◆ **WHAT YOU SHOULD DO**: Repeat the records exactly, minus the pictures.

# # # # #

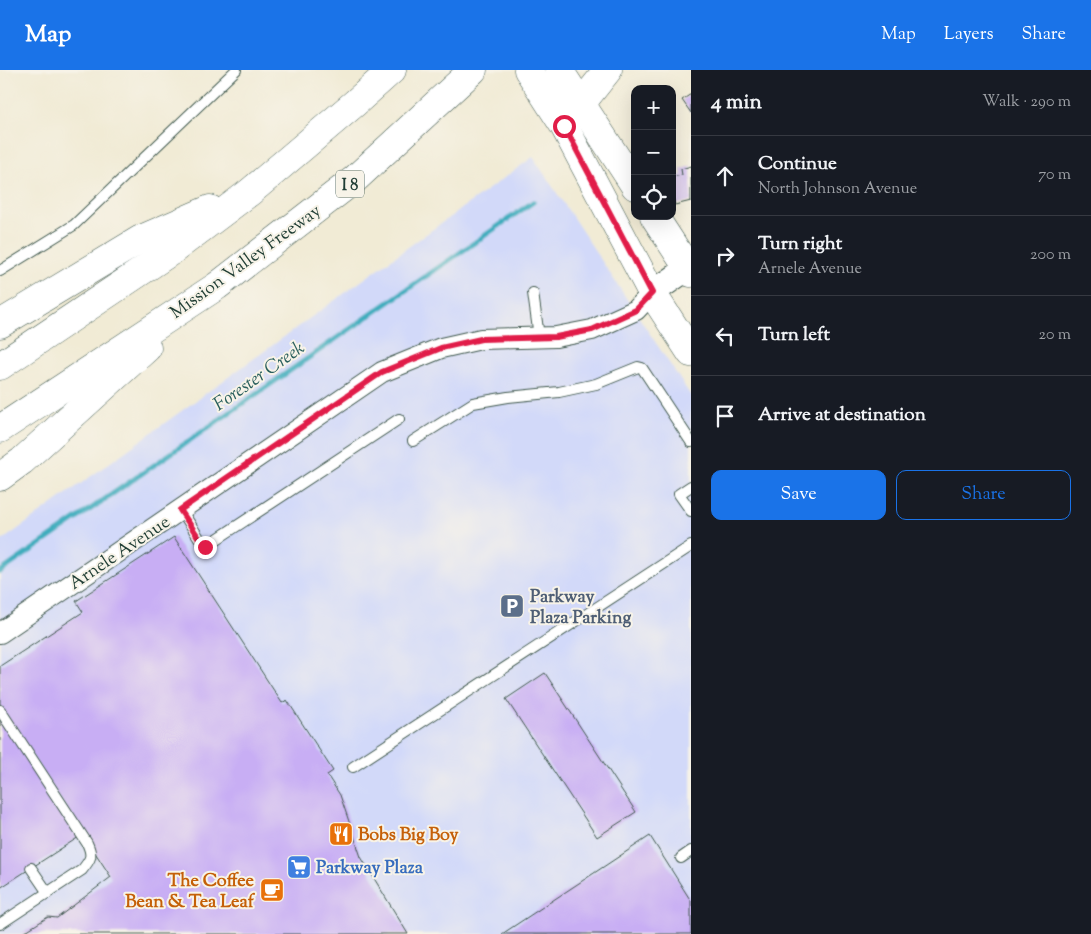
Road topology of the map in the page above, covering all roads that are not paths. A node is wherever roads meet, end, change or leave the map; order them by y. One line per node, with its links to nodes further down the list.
1 (236, 70): 12 (lane)
2 (392, 70): 9 (main road)
3 (473, 70): 13 (main road, Mission Valley Freeway / I 8)
4 (528, 70): 15 (main road)
5 (559, 70): 7 (main road)
6 (608, 70): 7 (main road)
7 (581, 104): 8 (main road)
8 (631, 180)
9 (250, 192): 16 (main road); 19 (main road)
10 (657, 220): 11 (main road)
11 (690, 269): 15 (street, Arnele Avenue)
12 (0, 272)
13 (217, 286): 21 (main road, Mission Valley Freeway / I 8); 24 (main road)
14 (533, 293): 17 (lane)
15 (652, 293): 17 (street, Arnele Avenue); 18 (main road)
16 (0, 324)
17 (539, 337): 26 (street, Arnele Avenue)
18 (691, 353)
19 (0, 366)
20 (399, 419): 26 (lane)
21 (0, 429)
22 (413, 441): 23 (lane)
23 (691, 442)
24 (0, 478)
25 (691, 486): 27 (lane)
26 (180, 510): 29 (street, Arnele Avenue)
27 (691, 511)
28 (691, 546): 31 (lane)
29 (0, 633)
30 (0, 710): 35 (lane)
31 (353, 767)
32 (691, 851): 33 (lane)
33 (681, 858)
34 (31, 868): 35 (lane)
35 (48, 893): 36 (lane)
36 (0, 924)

# # # # #

◆ **EXPECTED ANSWER**:
Road topology of the map in the page above, covering all roads that are not paths. A node is wherever roads meet, end, change or leave the map; order them by y. One line per node, with its links to nodes further down the list.
1 (236, 70): 12 (lane)
2 (392, 70): 9 (main road)
3 (473, 70): 13 (main road, Mission Valley Freeway / I 8)
4 (528, 70): 15 (main road)
5 (559, 70): 7 (main road)
6 (608, 70): 7 (main road)
7 (581, 104): 8 (main road)
8 (631, 180)
9 (250, 192): 16 (main road); 19 (main road)
10 (657, 220): 11 (main road)
11 (690, 269): 15 (street, Arnele Avenue)
12 (0, 272)
13 (217, 286): 21 (main road, Mission Valley Freeway / I 8); 24 (main road)
14 (533, 293): 17 (lane)
15 (652, 293): 17 (street, Arnele Avenue); 18 (main road)
16 (0, 324)
17 (539, 337): 26 (street, Arnele Avenue)
18 (691, 353)
19 (0, 366)
20 (399, 419): 26 (lane)
21 (0, 429)
22 (413, 441): 23 (lane)
23 (691, 442)
24 (0, 478)
25 (691, 486): 27 (lane)
26 (180, 510): 29 (street, Arnele Avenue)
27 (691, 511)
28 (691, 546): 31 (lane)
29 (0, 633)
30 (0, 710): 35 (lane)
31 (353, 767)
32 (691, 851): 33 (lane)
33 (681, 858)
34 (31, 868): 35 (lane)
35 (48, 893): 36 (lane)
36 (0, 924)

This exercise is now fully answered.